A New Economy from the Old? Some economists have predicted that the economic repercussions of the September 11 attacks may signal the “end of globalization.” While the part of the global economy represented by travel, finance and consumer goods may be facing collapse, the arms industry, surveillance services and the personal protection sector – all dominated by US companies - stand to prosper from war and from the fear and repression that it can unleash.
Attorney General John Ashcroft has used the terrorist assault to launch an attack on American citizens’ civil freedoms. Calling October’s anti-terrorism legislation the “Patriot Act” does nothing to conceal the fact that it marks one of the gravest attacks on civil liberties in our nation’s history. The FBI has proposed that the US might wish to adopt torture as an investigative tool.
A New Foreign Policy Former New York Governor Mario Cuomo has joined the call for a “new foreign policy” that addresses the root causes of terrorism. Cuomo has challenged America to fight terrorism by responding to unmet human needs and to counter the “quiet tragedies” of injustice, poverty, hunger, inadequate healthcare and education that plague our world.
In an editorial essay penned one month before the September attacks, historian and author Chalmers Johnson noted with regret that the US, “as the lone surviving superpower, could have led through diplomacy and judiciously distributed foreign aid…. Instead, it has resorted most of the time to bluster, military force and financial manipulation…. American leaders believe that they are above the very concept of international law – unless defined and controlled by them…. History suggests that this country is riding for a big fall.”
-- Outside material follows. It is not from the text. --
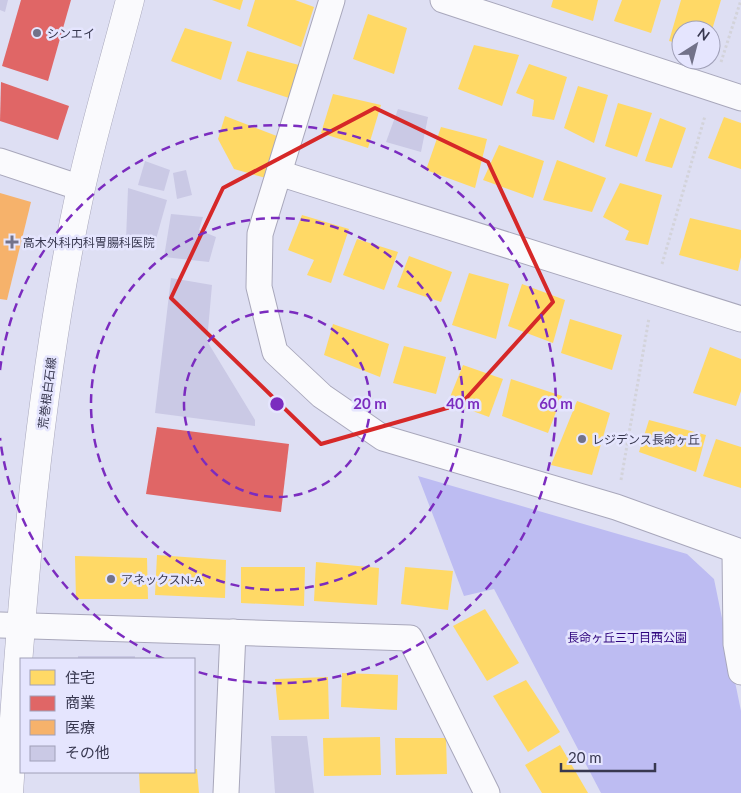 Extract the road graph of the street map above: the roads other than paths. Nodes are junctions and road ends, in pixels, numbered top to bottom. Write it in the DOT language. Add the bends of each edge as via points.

It is time to move to a world beyond oil, beyond repression and beyond superpowers. By demanding an economy based on clean, free renewable energy, we can replace our current outmoded foreign policy - based on military force, overseas bases, economic intimidation and political unilateralism – with a foreign policy based on human rights, social justice and environmental security.
While struggling to protect our freedoms at home, we must become actively involved in the debate over a new foreign policy. We need to campaign to stop the suffering of the innocent civilian population in Iraq. We need to call for the withdrawal of troops from Saudi Arabia and other countries where they are not welcome. We need to become more involved in finding solutions to the Israel-Palestine conflict.
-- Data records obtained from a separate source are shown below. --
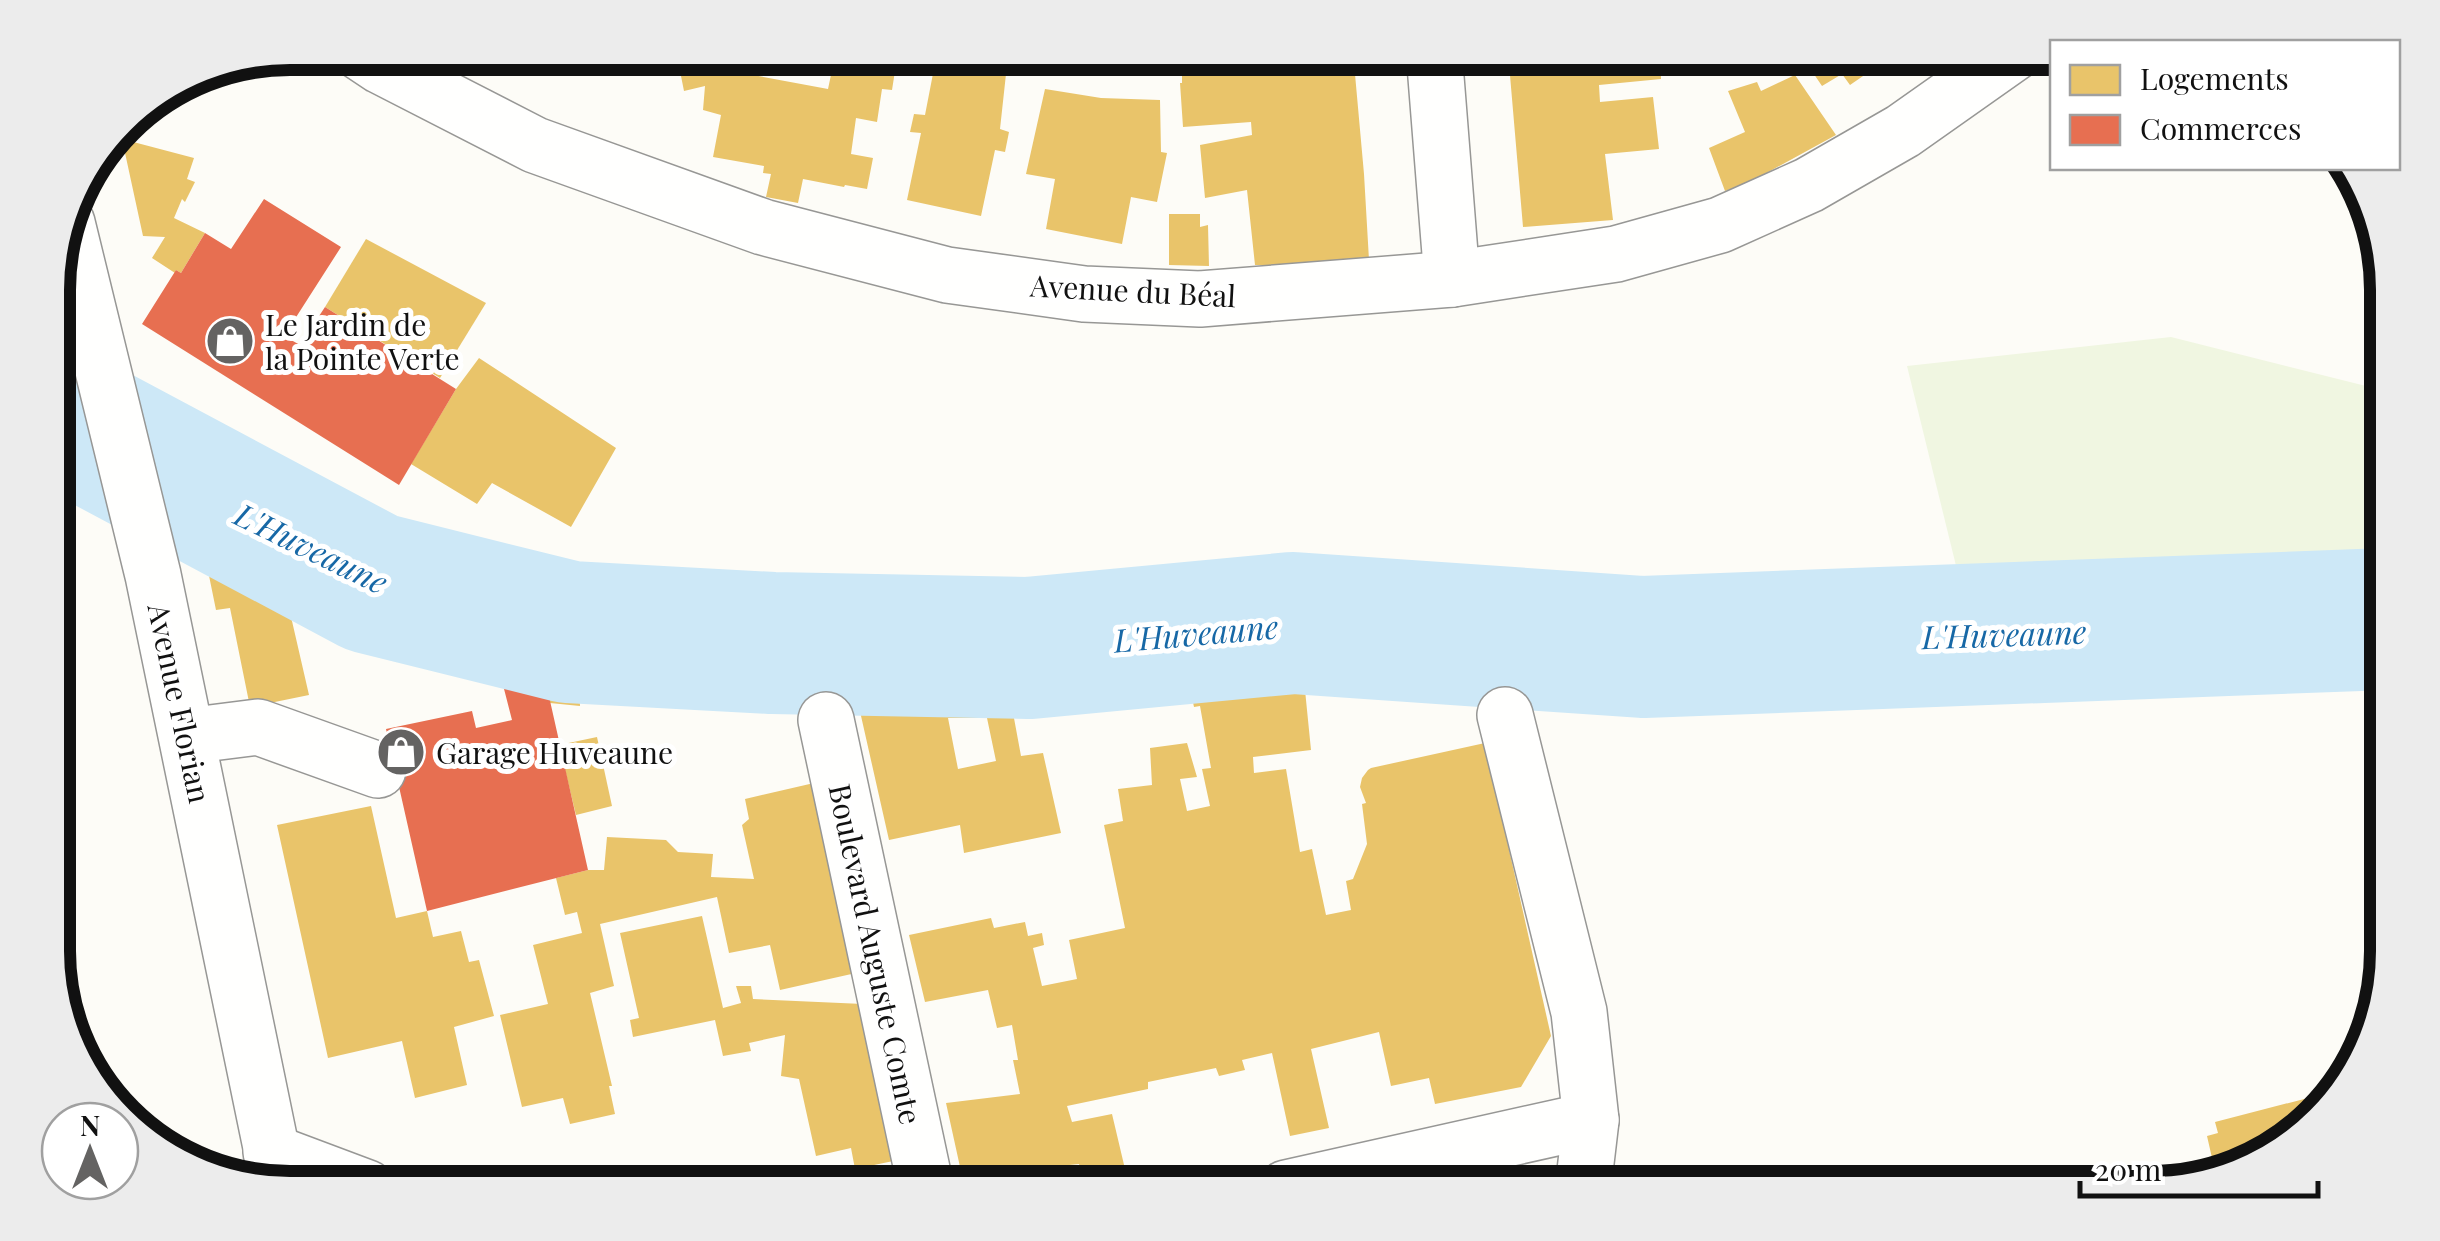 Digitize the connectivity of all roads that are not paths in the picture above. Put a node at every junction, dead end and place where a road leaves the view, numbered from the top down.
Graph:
1 (390, 70) edge
2 (1435, 70) edge
3 (1989, 70) edge
4 (73, 254) edge
5 (1452, 280) junction
6 (1505, 715) dead end
7 (826, 720) dead end
8 (187, 736) junction
9 (378, 770) dead end
10 (1591, 1120) junction
11 (275, 1169) edge
12 (922, 1171) edge
13 (1362, 1171) edge
14 (1585, 1171) edge

1 - 5 street, Avenue du Béal
2 - 5 street
3 - 5 street, Avenue du Béal
4 - 8 street, Avenue Florian
6 - 10 street
7 - 12 street, Boulevard Auguste Comte
8 - 9 street
8 - 11 street, Avenue Florian
10 - 13 street
10 - 14 street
Bush, Cheney and Ashcroft have given Americans a choice: Are we prepared to sacrifice our freedoms for our foreign policy? Unfortunately, too many Americans appear all too willing to make that trade.
We must challenge the White House agenda, with its promise of endless war, more terrorist attacks and the steady erosion of our civil freedoms. A new world is possible, but we will now have to work harder to bring it about.